In 1844 Michael acted as sponsor for a Marianne Creen whose baptism occurred on 1st April. These are likely to be neighbours as Ballymartyr is given as their address. On 30th April 1848 a Michael Hanna sponsored another child, Eliza Lennon of Craigavodden.
Michael died in 1899. He was said to be 96 years of age but this is not necessarily accurate. The death certificate, copied below, shows that he died of cancer.
Michael had married a woman named Dorothea or Dorathea. This was Dorothea Bryce, as a Catholic Parish registry of such a marriage on 5th August 1852 exists. This was at Ardkeen. Michael appears to have been known as Mick.

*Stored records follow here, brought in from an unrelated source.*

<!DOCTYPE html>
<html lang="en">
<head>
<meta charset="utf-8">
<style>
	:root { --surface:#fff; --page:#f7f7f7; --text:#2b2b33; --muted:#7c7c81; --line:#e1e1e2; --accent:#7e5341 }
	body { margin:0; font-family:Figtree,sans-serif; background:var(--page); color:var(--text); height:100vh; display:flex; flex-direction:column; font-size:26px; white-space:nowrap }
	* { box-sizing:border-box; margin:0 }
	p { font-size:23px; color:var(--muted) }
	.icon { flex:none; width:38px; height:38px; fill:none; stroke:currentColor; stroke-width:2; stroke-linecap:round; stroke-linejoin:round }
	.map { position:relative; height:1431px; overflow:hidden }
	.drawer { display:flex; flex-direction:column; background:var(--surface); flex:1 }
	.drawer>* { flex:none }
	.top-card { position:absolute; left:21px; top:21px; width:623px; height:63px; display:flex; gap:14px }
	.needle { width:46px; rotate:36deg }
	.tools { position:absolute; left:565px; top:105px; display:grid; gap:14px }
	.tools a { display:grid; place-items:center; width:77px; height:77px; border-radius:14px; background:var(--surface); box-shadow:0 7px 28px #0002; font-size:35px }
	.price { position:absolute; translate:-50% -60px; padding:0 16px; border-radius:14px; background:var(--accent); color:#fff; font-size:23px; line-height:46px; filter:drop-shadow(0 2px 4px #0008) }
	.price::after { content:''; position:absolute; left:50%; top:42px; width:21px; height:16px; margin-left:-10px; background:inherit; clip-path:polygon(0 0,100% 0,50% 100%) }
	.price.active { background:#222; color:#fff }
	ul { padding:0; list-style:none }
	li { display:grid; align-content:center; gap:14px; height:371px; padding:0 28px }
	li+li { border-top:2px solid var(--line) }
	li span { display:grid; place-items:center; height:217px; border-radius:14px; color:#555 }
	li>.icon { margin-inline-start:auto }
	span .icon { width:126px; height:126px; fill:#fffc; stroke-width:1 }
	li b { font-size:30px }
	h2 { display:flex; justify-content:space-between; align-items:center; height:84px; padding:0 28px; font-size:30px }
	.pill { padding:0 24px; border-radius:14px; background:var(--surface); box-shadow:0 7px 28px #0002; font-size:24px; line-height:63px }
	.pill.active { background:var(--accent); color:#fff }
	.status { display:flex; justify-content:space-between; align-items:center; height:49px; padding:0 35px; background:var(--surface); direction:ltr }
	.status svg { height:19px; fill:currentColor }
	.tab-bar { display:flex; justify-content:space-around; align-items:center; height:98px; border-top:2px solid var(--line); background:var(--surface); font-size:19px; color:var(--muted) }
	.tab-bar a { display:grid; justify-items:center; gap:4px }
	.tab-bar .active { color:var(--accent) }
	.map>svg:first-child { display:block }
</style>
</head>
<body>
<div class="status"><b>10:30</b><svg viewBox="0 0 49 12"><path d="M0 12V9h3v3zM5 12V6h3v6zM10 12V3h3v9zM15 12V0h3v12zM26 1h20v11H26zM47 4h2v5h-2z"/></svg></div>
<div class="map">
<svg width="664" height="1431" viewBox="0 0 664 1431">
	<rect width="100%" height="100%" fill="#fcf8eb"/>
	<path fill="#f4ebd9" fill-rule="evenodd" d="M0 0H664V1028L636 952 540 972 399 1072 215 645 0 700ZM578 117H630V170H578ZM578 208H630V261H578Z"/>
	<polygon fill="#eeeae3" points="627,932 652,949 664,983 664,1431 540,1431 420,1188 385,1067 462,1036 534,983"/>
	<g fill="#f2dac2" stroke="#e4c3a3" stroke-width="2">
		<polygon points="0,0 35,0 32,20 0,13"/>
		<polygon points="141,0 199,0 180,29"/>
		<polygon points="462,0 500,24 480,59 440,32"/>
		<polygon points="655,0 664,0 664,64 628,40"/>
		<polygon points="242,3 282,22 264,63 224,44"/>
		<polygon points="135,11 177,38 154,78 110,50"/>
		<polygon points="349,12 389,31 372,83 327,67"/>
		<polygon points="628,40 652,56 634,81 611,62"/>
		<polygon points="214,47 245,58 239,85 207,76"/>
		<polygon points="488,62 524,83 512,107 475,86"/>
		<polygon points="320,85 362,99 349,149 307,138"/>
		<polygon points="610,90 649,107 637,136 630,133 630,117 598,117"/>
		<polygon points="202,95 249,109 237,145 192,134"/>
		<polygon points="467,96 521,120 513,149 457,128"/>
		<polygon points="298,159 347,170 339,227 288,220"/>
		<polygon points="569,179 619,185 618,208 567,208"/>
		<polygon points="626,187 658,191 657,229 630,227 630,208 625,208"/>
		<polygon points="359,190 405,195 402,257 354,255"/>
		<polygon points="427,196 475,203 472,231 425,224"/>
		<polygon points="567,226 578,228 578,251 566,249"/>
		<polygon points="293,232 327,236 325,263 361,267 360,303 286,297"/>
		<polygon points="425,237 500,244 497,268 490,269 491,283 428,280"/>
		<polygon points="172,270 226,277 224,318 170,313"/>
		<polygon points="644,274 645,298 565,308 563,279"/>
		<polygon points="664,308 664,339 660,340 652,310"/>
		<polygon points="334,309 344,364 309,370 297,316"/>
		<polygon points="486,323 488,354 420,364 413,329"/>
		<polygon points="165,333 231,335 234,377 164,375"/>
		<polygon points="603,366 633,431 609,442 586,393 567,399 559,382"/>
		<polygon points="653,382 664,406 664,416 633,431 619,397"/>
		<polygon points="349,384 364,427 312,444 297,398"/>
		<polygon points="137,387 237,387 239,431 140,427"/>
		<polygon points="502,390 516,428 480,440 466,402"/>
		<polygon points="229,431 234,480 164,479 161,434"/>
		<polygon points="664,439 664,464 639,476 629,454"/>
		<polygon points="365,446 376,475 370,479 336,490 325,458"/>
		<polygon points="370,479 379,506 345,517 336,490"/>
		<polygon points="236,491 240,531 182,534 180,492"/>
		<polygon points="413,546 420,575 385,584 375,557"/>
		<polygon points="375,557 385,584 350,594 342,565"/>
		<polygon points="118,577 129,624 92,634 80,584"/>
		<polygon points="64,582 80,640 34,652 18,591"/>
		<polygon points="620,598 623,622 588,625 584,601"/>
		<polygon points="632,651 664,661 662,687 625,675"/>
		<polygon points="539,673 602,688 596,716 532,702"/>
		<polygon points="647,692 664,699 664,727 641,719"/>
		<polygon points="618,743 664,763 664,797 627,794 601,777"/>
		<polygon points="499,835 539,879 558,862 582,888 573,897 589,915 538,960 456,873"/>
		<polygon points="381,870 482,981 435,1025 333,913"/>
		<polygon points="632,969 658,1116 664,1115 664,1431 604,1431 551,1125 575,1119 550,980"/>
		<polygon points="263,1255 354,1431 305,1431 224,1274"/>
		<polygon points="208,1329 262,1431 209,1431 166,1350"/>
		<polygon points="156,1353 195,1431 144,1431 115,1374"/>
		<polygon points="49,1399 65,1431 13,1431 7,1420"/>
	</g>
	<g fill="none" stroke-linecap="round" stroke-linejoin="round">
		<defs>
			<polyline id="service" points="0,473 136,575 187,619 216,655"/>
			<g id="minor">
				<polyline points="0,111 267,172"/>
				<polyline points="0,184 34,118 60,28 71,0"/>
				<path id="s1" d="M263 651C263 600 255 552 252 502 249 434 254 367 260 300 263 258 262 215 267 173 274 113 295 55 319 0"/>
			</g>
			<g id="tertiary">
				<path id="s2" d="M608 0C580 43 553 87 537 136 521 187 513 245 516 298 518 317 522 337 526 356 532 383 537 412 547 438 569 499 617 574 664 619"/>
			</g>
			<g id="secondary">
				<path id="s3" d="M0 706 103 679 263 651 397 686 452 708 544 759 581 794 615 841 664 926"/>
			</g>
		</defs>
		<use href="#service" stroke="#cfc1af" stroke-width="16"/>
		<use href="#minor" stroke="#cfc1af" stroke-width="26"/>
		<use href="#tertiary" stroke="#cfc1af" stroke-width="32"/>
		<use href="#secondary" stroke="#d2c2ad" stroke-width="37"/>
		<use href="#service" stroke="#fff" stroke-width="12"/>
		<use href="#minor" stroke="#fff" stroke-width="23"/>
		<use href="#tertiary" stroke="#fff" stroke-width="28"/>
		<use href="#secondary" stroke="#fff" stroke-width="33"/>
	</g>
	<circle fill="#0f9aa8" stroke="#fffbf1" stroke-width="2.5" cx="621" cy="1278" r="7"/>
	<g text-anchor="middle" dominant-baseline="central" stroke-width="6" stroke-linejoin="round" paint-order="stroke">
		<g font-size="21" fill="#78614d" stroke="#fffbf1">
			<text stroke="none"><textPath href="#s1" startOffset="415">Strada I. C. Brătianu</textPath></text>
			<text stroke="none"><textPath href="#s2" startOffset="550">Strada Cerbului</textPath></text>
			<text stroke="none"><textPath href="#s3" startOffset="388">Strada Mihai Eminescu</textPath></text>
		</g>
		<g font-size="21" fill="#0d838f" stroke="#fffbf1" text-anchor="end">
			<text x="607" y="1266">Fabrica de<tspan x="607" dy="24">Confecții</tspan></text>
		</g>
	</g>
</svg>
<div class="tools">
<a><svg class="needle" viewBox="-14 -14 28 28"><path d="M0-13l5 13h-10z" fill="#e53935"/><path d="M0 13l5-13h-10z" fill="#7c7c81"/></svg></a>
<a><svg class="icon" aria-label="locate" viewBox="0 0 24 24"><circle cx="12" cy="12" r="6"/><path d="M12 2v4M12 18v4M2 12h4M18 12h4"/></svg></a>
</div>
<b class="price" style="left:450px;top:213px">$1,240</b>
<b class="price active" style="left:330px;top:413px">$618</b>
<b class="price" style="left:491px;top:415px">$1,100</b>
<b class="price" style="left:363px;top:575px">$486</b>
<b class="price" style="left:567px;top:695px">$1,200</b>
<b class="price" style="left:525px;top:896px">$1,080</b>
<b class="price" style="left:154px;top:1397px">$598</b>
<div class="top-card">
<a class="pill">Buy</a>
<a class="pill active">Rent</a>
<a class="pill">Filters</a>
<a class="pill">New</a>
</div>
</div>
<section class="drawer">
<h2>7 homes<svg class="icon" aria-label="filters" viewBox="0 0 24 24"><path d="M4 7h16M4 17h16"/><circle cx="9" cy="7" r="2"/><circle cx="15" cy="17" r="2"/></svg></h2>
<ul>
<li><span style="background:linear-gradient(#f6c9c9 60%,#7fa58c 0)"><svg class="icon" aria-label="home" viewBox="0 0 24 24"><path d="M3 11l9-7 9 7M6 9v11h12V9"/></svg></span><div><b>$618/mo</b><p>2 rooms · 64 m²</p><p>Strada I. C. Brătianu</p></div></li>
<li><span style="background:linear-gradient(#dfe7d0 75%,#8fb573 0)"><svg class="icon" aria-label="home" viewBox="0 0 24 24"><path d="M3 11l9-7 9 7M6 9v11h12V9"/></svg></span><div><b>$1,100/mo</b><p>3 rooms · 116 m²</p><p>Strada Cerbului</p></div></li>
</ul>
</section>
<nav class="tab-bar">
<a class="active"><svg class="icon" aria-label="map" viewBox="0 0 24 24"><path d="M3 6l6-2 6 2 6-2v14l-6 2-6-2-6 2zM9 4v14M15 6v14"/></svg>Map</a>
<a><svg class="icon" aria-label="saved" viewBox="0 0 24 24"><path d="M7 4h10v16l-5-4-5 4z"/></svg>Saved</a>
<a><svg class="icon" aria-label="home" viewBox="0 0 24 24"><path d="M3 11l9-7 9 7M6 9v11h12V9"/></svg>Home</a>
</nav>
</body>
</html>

We know the couple had at least three children. These were Ellen, Sarah and Edward. Dorothea was still alive in 1899 and the terms of Michael’s will made clear that Edward was required to look after her. Other children have been found on the RC baptismal register for Ballyphilip, as shown below. The priest 9I presume) maintained the register diligently with very precise legible handwriting. Most wills before 1900 have been lost forever thanks to destruction of the Custom House in 1922 during Ireland’s Civil War but we are most fortunate to have this document.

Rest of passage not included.